> **Task item**
Scan the records below for the string "Mull" and return every line where it appears.

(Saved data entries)
══════
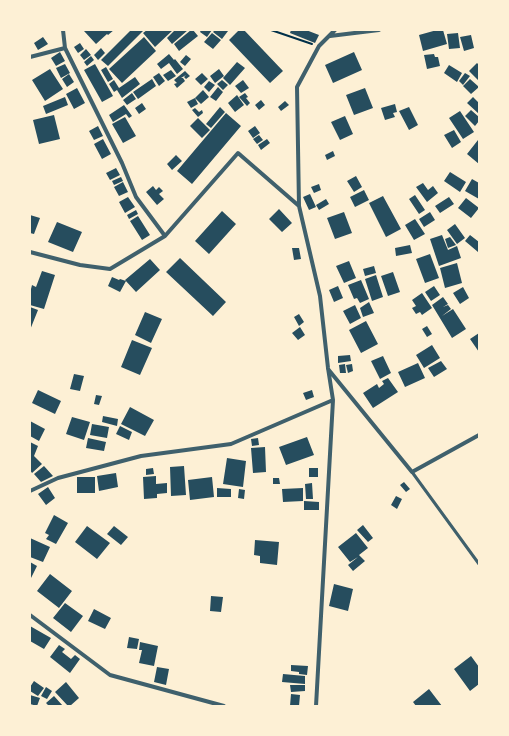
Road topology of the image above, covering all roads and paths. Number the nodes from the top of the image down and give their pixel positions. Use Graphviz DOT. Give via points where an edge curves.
graph roads {
  1 [pos="63,30"];
  2 [pos="271,30"];
  3 [pos="335,30"];
  4 [pos="379,30"];
  5 [pos="329,36"];
  6 [pos="319,46"];
  7 [pos="65,48"];
  8 [pos="30,57"];
  9 [pos="299,206"];
  10 [pos="165,236"];
  11 [pos="30,252"];
  12 [pos="328,368"];
  13 [pos="333,400"];
  14 [pos="479,435"];
  15 [pos="412,472"];
  16 [pos="30,491"];
  17 [pos="479,564"];
  18 [pos="30,615"];
  19 [pos="224,706"];
  20 [pos="316,706"];
  1 -- 7 [label="street"];
  2 -- 6 [label="path"];
  3 -- 5 [label="street"];
  4 -- 5 [label="street"];
  5 -- 6 [label="street"];
  6 -- 9 [label="street" via="297,88"];
  7 -- 8 [label="street"];
  7 -- 10 [label="street" via="136,197"];
  9 -- 10 [label="street" via="238,153"];
  9 -- 12 [label="street" via="320,296"];
  10 -- 11 [label="street" via="110,269 80,265"];
  12 -- 13 [label="street"];
  12 -- 15 [label="street"];
  13 -- 16 [label="street" via="231,444 141,456 58,478"];
  13 -- 20 [label="street"];
  14 -- 15 [label="street"];
  15 -- 17 [label="lane"];
  18 -- 19 [label="street" via="110,675"];
}
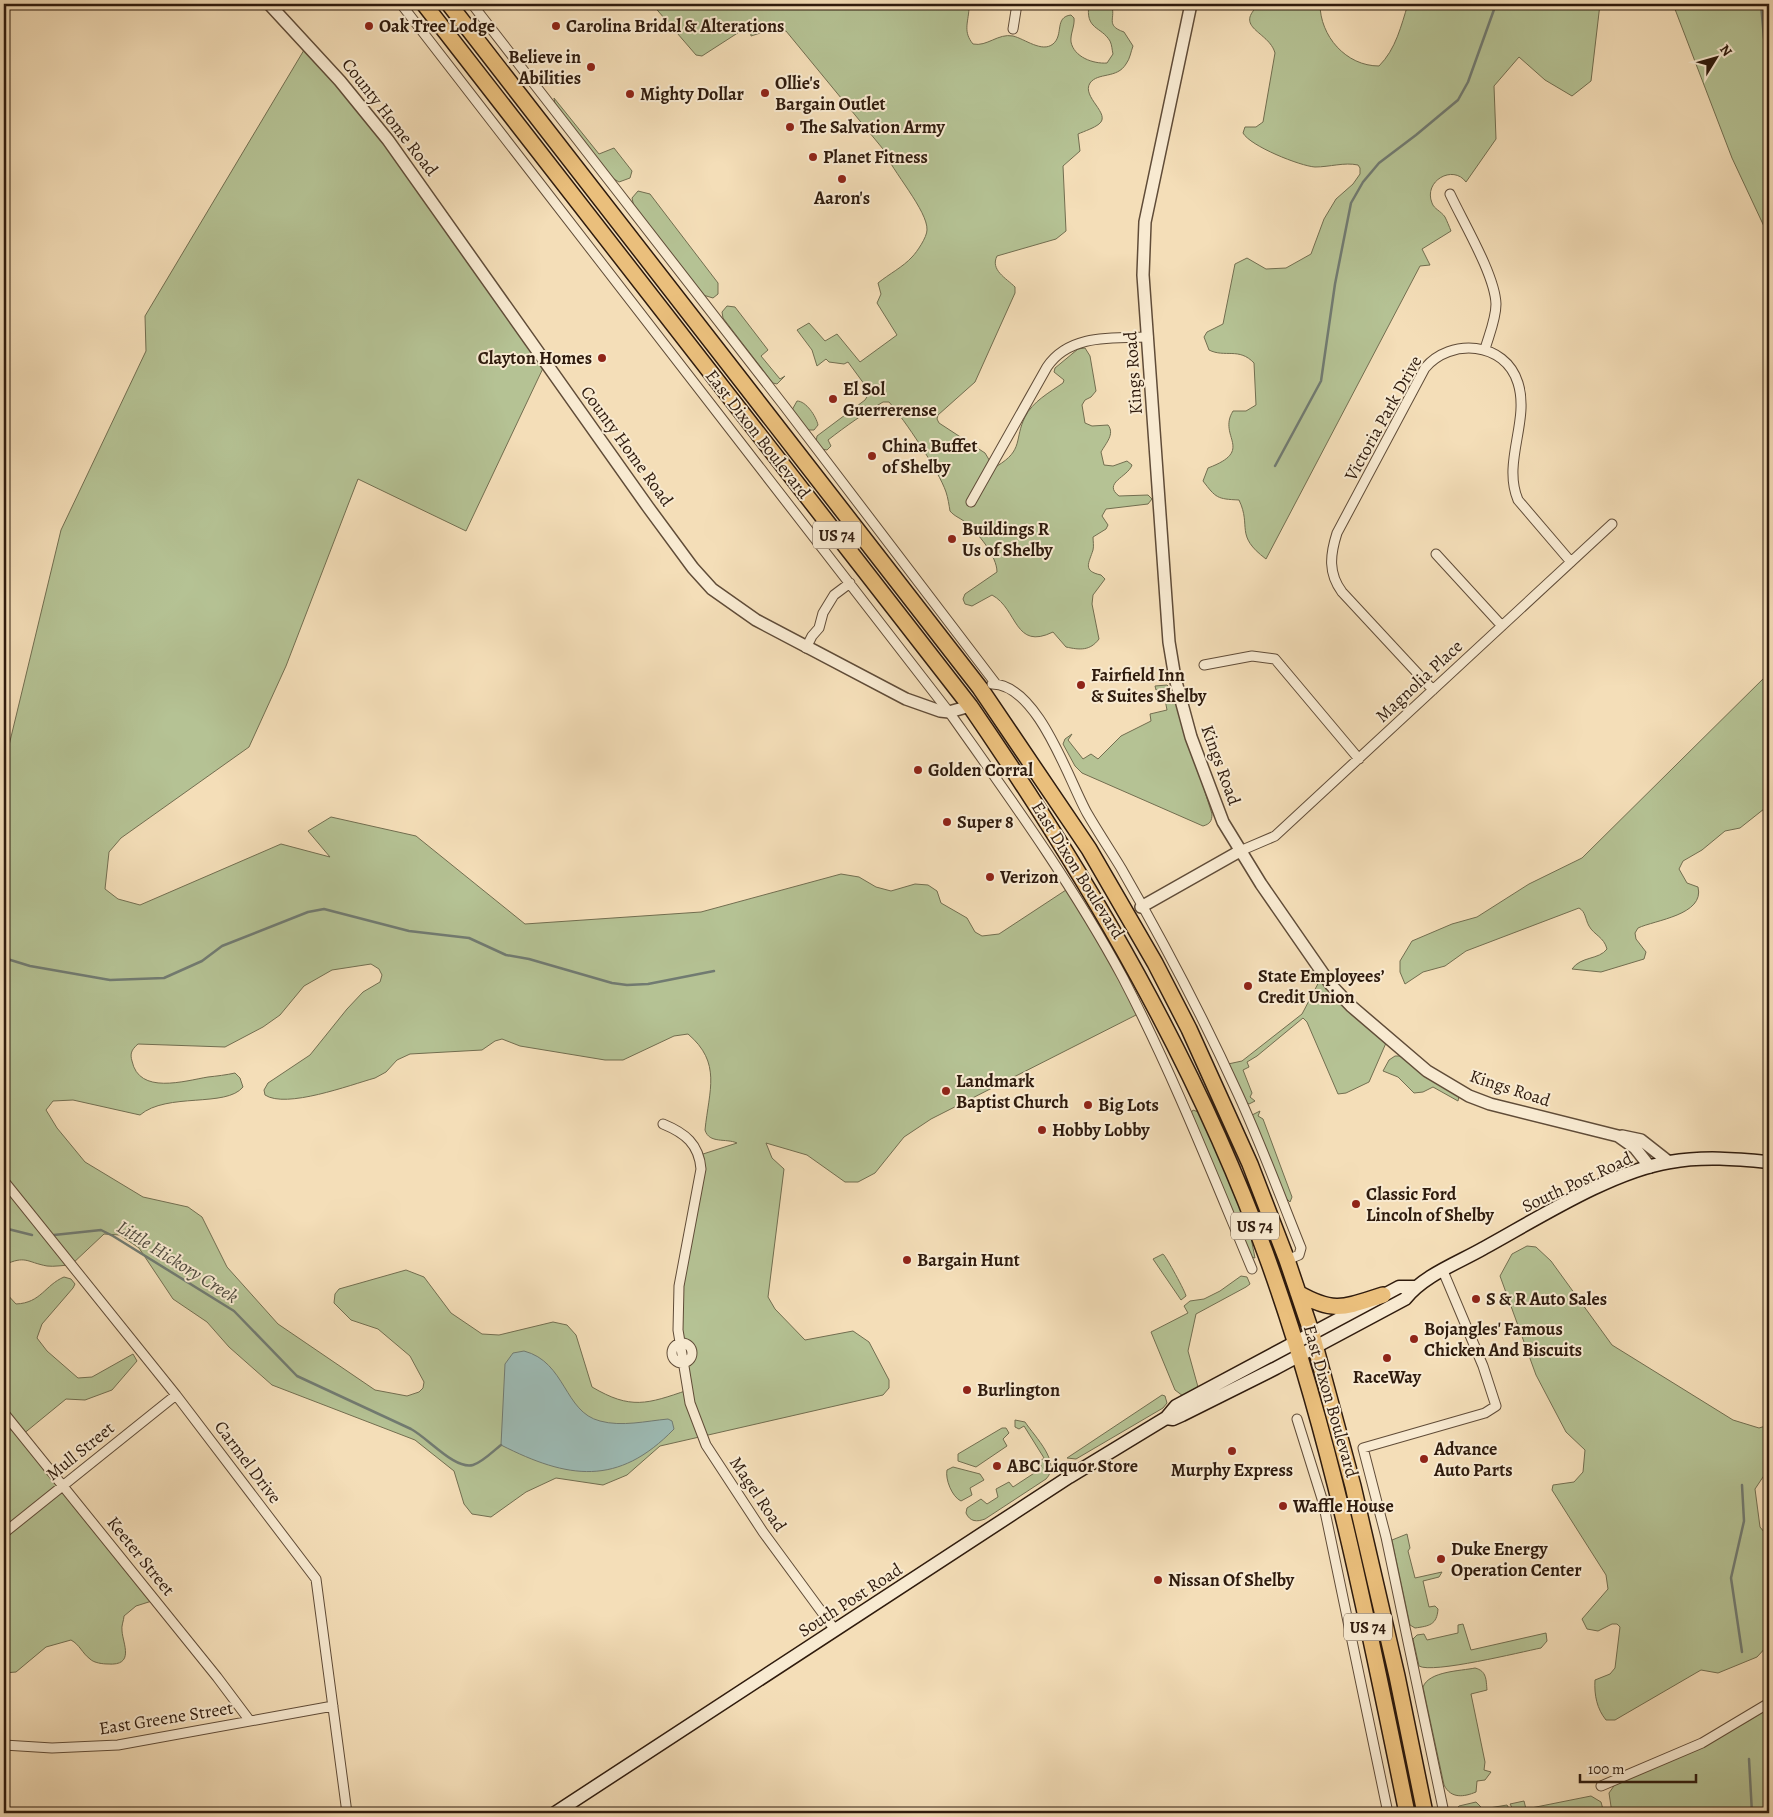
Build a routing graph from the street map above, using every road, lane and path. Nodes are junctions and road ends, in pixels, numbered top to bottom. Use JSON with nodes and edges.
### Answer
{"nodes":[{"id":1,"x":269,"y":4,"type":"edge"},
{"id":2,"x":401,"y":4,"type":"edge"},
{"id":3,"x":424,"y":4,"type":"edge"},
{"id":4,"x":449,"y":4,"type":"edge"},
{"id":5,"x":472,"y":4,"type":"edge"},
{"id":6,"x":1017,"y":4,"type":"edge"},
{"id":7,"x":1191,"y":4,"type":"edge"},
{"id":8,"x":1012,"y":29,"type":"dead end"},
{"id":9,"x":1450,"y":194,"type":"dead end"},
{"id":10,"x":623,"y":198,"type":"junction"},
{"id":11,"x":608,"y":209,"type":"junction"},
{"id":12,"x":1148,"y":337,"type":"junction"},
{"id":13,"x":1485,"y":349,"type":"junction"},
{"id":14,"x":971,"y":502,"type":"dead end"},
{"id":15,"x":1612,"y":524,"type":"dead end"},
{"id":16,"x":1436,"y":554,"type":"dead end"},
{"id":17,"x":1571,"y":562,"type":"junction"},
{"id":18,"x":873,"y":582,"type":"junction"},
{"id":19,"x":850,"y":583,"type":"junction"},
{"id":20,"x":1502,"y":626,"type":"junction"},
{"id":21,"x":806,"y":648,"type":"junction"},
{"id":22,"x":1204,"y":665,"type":"dead end"},
{"id":23,"x":996,"y":684,"type":"junction"},
{"id":24,"x":980,"y":688,"type":"junction"},
{"id":25,"x":1433,"y":690,"type":"junction"},
{"id":26,"x":970,"y":706,"type":"junction"},
{"id":27,"x":949,"y":712,"type":"junction"},
{"id":28,"x":1359,"y":759,"type":"junction"},
{"id":29,"x":1046,"y":784,"type":"junction"},
{"id":30,"x":1240,"y":851,"type":"junction"},
{"id":31,"x":1141,"y":907,"type":"junction"},
{"id":32,"x":1200,"y":1100,"type":"junction"},
{"id":33,"x":1184,"y":1107,"type":"junction"},
{"id":34,"x":1248,"y":1118,"type":"junction"},
{"id":35,"x":663,"y":1124,"type":"dead end"},
{"id":36,"x":1233,"y":1124,"type":"junction"},
{"id":37,"x":1618,"y":1136,"type":"junction"},
{"id":38,"x":1670,"y":1162,"type":"junction"},
{"id":39,"x":1769,"y":1162,"type":"edge"},
{"id":40,"x":1650,"y":1167,"type":"junction"},
{"id":41,"x":4,"y":1182,"type":"edge"},
{"id":42,"x":1287,"y":1260,"type":"junction"},
{"id":43,"x":1252,"y":1268,"type":"dead end"},
{"id":44,"x":1443,"y":1271,"type":"junction"},
{"id":45,"x":1415,"y":1287,"type":"junction"},
{"id":46,"x":1298,"y":1293,"type":"junction"},
{"id":47,"x":1383,"y":1295,"type":"junction"},
{"id":48,"x":1314,"y":1340,"type":"junction"},
{"id":49,"x":1297,"y":1349,"type":"junction"},
{"id":50,"x":176,"y":1394,"type":"junction"},
{"id":51,"x":4,"y":1414,"type":"edge"},
{"id":52,"x":1297,"y":1419,"type":"dead end"},
{"id":53,"x":63,"y":1486,"type":"junction"},
{"id":54,"x":1340,"y":1498,"type":"junction"},
{"id":55,"x":1323,"y":1502,"type":"junction"},
{"id":56,"x":4,"y":1533,"type":"edge"},
{"id":57,"x":1398,"y":1592,"type":"junction"},
{"id":58,"x":1377,"y":1594,"type":"junction"},
{"id":59,"x":835,"y":1630,"type":"junction"},
{"id":60,"x":1769,"y":1703,"type":"edge"},
{"id":61,"x":333,"y":1706,"type":"junction"},
{"id":62,"x":250,"y":1721,"type":"junction"},
{"id":63,"x":4,"y":1745,"type":"edge"},
{"id":64,"x":1601,"y":1786,"type":"dead end"},
{"id":65,"x":347,"y":1813,"type":"edge"},
{"id":66,"x":555,"y":1813,"type":"edge"},
{"id":67,"x":1388,"y":1813,"type":"edge"},
{"id":68,"x":1407,"y":1813,"type":"edge"},
{"id":69,"x":1425,"y":1813,"type":"edge"},
{"id":70,"x":1444,"y":1813,"type":"edge"}],
"edges":[{"from":1,"to":21,"type":"street","name":"County Home Road"},
{"from":2,"to":19,"type":"street","name":"East Dixon Boulevard"},
{"from":3,"to":18,"type":"highway","name":"East Dixon Boulevard","number":"US 74"},
{"from":4,"to":11,"type":"highway","name":"East Dixon Boulevard","number":"US 74"},
{"from":5,"to":10,"type":"street","name":"East Dixon Boulevard"},
{"from":6,"to":8,"type":"street"},
{"from":7,"to":12,"type":"street","name":"Kings Road"},
{"from":9,"to":13,"type":"street"},
{"from":10,"to":11,"type":"street"},
{"from":10,"to":23,"type":"street","name":"East Dixon Boulevard"},
{"from":11,"to":24,"type":"highway","name":"East Dixon Boulevard","number":"US 74"},
{"from":12,"to":14,"type":"street"},
{"from":12,"to":30,"type":"street","name":"Kings Road"},
{"from":13,"to":17,"type":"street"},
{"from":13,"to":25,"type":"street","name":"Victoria Park Drive"},
{"from":15,"to":17,"type":"street","name":"Magnolia Place"},
{"from":16,"to":20,"type":"street"},
{"from":17,"to":20,"type":"street","name":"Magnolia Place"},
{"from":18,"to":24,"type":"highway"},
{"from":18,"to":26,"type":"highway","name":"East Dixon Boulevard","number":"US 74"},
{"from":19,"to":21,"type":"street"},
{"from":19,"to":27,"type":"street","name":"East Dixon Boulevard"},
{"from":20,"to":25,"type":"street","name":"Magnolia Place"},
{"from":21,"to":27,"type":"street","name":"County Home Road"},
{"from":22,"to":28,"type":"street"},
{"from":23,"to":24,"type":"street"},
{"from":23,"to":31,"type":"street","name":"East Dixon Boulevard"},
{"from":24,"to":29,"type":"highway","name":"East Dixon Boulevard","number":"US 74"},
{"from":25,"to":28,"type":"street","name":"Magnolia Place"},
{"from":26,"to":27,"type":"street","name":"County Home Road"},
{"from":26,"to":29,"type":"highway"},
{"from":26,"to":32,"type":"highway","name":"East Dixon Boulevard","number":"US 74"},
{"from":27,"to":33,"type":"street","name":"East Dixon Boulevard"},
{"from":28,"to":30,"type":"street","name":"Magnolia Place"},
{"from":29,"to":36,"type":"highway","name":"East Dixon Boulevard","number":"US 74"},
{"from":30,"to":31,"type":"street"},
{"from":30,"to":37,"type":"street","name":"Kings Road"},
{"from":31,"to":34,"type":"street","name":"East Dixon Boulevard"},
{"from":32,"to":33,"type":"street"},
{"from":32,"to":49,"type":"highway","name":"East Dixon Boulevard","number":"US 74"},
{"from":33,"to":43,"type":"street","name":"East Dixon Boulevard"},
{"from":34,"to":36,"type":"street"},
{"from":34,"to":42,"type":"street","name":"East Dixon Boulevard"},
{"from":35,"to":59,"type":"street","name":"Magel Road"},
{"from":36,"to":42,"type":"highway","name":"East Dixon Boulevard","number":"US 74"},
{"from":37,"to":38,"type":"street"},
{"from":37,"to":40,"type":"street","name":"Kings Road"},
{"from":38,"to":39,"type":"main road","name":"South Post Road"},
{"from":38,"to":40,"type":"main road","name":"South Post Road"},
{"from":40,"to":44,"type":"main road","name":"South Post Road"},
{"from":41,"to":50,"type":"street","name":"Carmel Drive"},
{"from":42,"to":46,"type":"highway","name":"East Dixon Boulevard","number":"US 74"},
{"from":44,"to":45,"type":"main road","name":"South Post Road"},
{"from":44,"to":57,"type":"street","name":"East Dixon Boulevard"},
{"from":45,"to":47,"type":"main road","name":"South Post Road"},
{"from":45,"to":48,"type":"main road","name":"South Post Road"},
{"from":46,"to":47,"type":"highway"},
{"from":46,"to":48,"type":"highway","name":"East Dixon Boulevard","number":"US 74"},
{"from":47,"to":48,"type":"main road","name":"South Post Road"},
{"from":48,"to":49,"type":"main road","name":"South Post Road"},
{"from":48,"to":58,"type":"highway","name":"East Dixon Boulevard","number":"US 74"},
{"from":49,"to":54,"type":"highway","name":"East Dixon Boulevard","number":"US 74"},
{"from":49,"to":59,"type":"main road","name":"South Post Road"},
{"from":50,"to":53,"type":"street","name":"Mull Street"},
{"from":50,"to":61,"type":"street","name":"Carmel Drive"},
{"from":51,"to":53,"type":"street","name":"Keeter Street"},
{"from":52,"to":55,"type":"street","name":"East Dixon Boulevard"},
{"from":53,"to":56,"type":"street","name":"Mull Street"},
{"from":53,"to":62,"type":"street","name":"Keeter Street"},
{"from":54,"to":55,"type":"street"},
{"from":54,"to":68,"type":"highway","name":"East Dixon Boulevard","number":"US 74"},
{"from":55,"to":67,"type":"street","name":"East Dixon Boulevard"},
{"from":57,"to":58,"type":"street"},
{"from":57,"to":70,"type":"street","name":"East Dixon Boulevard"},
{"from":58,"to":69,"type":"highway","name":"East Dixon Boulevard","number":"US 74"},
{"from":59,"to":66,"type":"main road","name":"South Post Road"},
{"from":60,"to":64,"type":"street"},
{"from":61,"to":62,"type":"street","name":"East Greene Street"},
{"from":61,"to":65,"type":"street","name":"Carmel Drive"},
{"from":62,"to":63,"type":"street","name":"East Greene Street"}]}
══════
> **Result for this exercise**
{"from":50,"to":53,"type":"street","name":"Mull Street"},
{"from":53,"to":56,"type":"street","name":"Mull Street"},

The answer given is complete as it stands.